How We Tested the Lab:

As usual, we tested the labs by making sure our output matched what was expected according to the lab instructions. For the first lab, we tested connectivity of switches after initial configuration and setup by using the ping command. After configuring STP, we used the show spanning-tree command to determine the root bridge, as well as the bridge priority and port roles on each switch. We used the same command to view STP changes after we changed the port cost on the blocked port, as well as when we viewed changes based on port priority.

In the second lab, we didn’t verify anything until after configuring VLANs. We used the show vlan brief command to check that we’d configured the correct VLANs ad assigned the required ports. (This is where we noticed that one of the switches had not been properly reloaded by the last user.) We checked trunk interfaces by using the show interfaces trunk command. We also verified all the other configuration settings we made by using the show running-config command. Then we tested connectivity of our configuration with a ping from PC-A to PC-B. We used the debug spanning-tree events to watch the process of convergence happening after we shutdown a port. (We used no debug spanning-tree events to turn it off.) We used the same commands to view convergence with PVST+ and Rapid PVST+ configurations. All of our tests with both labs were successful.

What We Learned:

In the first lab, we learned there are several numbers that can affect the election of the root bridge in STP. First, the switches look to the priority number (or combination of priority number and vlan id). If the priority is equal, then the switches will use the lowest MAC address. In order to determine port roles, switches look at the port cost for each port involved. Because defaults might lead to sub-optimal network switching, both the priority and port cost can be configured by an administrator. Finally, if port cost and bridge IDs are equal, port roles are determined by the port number, with the lowest port number taking priority.

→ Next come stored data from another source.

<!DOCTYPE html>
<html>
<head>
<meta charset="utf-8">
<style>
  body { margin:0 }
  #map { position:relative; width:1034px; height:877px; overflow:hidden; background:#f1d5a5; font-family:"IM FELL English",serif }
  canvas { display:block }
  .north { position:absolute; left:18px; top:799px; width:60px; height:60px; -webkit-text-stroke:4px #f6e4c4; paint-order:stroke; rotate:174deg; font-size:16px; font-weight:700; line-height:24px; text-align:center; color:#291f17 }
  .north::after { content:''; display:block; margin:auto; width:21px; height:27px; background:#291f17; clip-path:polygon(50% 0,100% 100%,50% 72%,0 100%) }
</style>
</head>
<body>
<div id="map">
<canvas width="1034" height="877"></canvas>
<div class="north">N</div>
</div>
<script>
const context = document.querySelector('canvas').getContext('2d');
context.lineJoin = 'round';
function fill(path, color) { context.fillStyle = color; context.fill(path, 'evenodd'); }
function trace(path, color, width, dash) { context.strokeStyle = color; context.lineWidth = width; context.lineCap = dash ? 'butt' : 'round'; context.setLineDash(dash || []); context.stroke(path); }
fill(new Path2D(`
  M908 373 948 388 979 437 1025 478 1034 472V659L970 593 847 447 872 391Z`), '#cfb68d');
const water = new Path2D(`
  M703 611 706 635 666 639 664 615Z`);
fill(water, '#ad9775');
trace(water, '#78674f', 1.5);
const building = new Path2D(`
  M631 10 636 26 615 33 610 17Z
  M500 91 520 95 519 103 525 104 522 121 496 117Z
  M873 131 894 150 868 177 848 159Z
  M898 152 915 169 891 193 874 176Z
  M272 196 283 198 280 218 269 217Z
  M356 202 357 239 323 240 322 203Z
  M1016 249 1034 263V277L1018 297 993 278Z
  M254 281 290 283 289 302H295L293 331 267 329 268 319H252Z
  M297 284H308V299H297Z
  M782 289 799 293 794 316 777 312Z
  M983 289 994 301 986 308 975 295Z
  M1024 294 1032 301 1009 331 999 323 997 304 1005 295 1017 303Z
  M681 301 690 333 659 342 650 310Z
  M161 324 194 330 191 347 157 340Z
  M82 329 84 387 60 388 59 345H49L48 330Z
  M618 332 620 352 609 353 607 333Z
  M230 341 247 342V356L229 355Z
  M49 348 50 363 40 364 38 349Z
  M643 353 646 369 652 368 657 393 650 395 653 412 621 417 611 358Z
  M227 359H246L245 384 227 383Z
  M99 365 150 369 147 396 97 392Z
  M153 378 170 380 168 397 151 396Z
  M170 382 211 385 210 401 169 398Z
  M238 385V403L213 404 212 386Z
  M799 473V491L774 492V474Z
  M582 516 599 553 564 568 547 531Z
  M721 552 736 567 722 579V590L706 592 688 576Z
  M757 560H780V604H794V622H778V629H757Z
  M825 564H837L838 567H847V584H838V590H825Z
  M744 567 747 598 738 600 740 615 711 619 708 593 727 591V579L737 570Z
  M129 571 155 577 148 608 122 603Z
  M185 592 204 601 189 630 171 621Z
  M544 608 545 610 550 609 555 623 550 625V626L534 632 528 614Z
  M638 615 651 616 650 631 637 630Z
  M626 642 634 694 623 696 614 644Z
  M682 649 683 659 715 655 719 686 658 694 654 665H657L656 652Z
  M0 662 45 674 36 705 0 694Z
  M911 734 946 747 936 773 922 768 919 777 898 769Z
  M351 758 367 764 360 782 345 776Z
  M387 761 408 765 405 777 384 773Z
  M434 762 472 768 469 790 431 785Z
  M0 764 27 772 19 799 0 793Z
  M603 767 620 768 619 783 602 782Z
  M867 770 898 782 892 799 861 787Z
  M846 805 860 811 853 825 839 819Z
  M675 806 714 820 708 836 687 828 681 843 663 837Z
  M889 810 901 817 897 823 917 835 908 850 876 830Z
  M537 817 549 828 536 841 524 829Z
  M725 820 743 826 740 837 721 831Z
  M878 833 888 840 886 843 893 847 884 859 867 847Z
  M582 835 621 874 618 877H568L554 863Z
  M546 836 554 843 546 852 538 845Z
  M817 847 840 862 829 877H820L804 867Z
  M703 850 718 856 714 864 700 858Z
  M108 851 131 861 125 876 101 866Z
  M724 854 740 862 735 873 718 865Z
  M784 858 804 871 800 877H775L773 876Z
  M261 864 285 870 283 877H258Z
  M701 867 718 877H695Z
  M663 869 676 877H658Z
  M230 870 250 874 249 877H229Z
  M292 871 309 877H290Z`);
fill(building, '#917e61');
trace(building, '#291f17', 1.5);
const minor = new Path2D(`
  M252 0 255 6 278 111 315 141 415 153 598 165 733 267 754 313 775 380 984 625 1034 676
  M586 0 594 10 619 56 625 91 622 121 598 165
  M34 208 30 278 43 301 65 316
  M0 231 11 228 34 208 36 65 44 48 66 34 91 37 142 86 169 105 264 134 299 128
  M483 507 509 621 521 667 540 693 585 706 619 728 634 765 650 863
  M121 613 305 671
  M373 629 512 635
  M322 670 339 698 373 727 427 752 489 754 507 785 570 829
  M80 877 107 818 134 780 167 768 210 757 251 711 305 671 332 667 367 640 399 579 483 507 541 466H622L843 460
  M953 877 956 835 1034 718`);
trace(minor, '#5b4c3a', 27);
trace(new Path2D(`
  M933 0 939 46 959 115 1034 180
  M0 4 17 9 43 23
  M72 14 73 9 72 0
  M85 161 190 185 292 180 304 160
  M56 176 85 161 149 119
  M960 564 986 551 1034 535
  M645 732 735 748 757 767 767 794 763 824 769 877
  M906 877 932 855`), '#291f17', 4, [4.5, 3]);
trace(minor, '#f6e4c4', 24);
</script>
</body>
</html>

In the second lab, we learned about PVST+ and Rapid PVST+. The default setting for spanning-tree mode on Cisco switches is PVST+. We learned how to configure a primary and secondary root bridge using the spanning-tree vlan <vlan_id> root primary and spanning-tree vlan <vlan_id> root secondary commands. While using a debug command to watch network convergence, we learned that Rapid PVST+ converges noticeably quicker that PVST+. Using PortFast helps with faster convergence, because it allows configured ports to go directly into forwarding mode, rather than cycling through all the steps to get there. Additionally, BPDU Guard helps protect a port by shutting it down if it receives a BPDU packet (which is not the expectation on a port where it is enabled), allowing time for an administrator to check and see if some topology change happened which would require re-configuration of the port. Overall, we learned there are several configuration factors that can be set to influence traffic patterns on a network.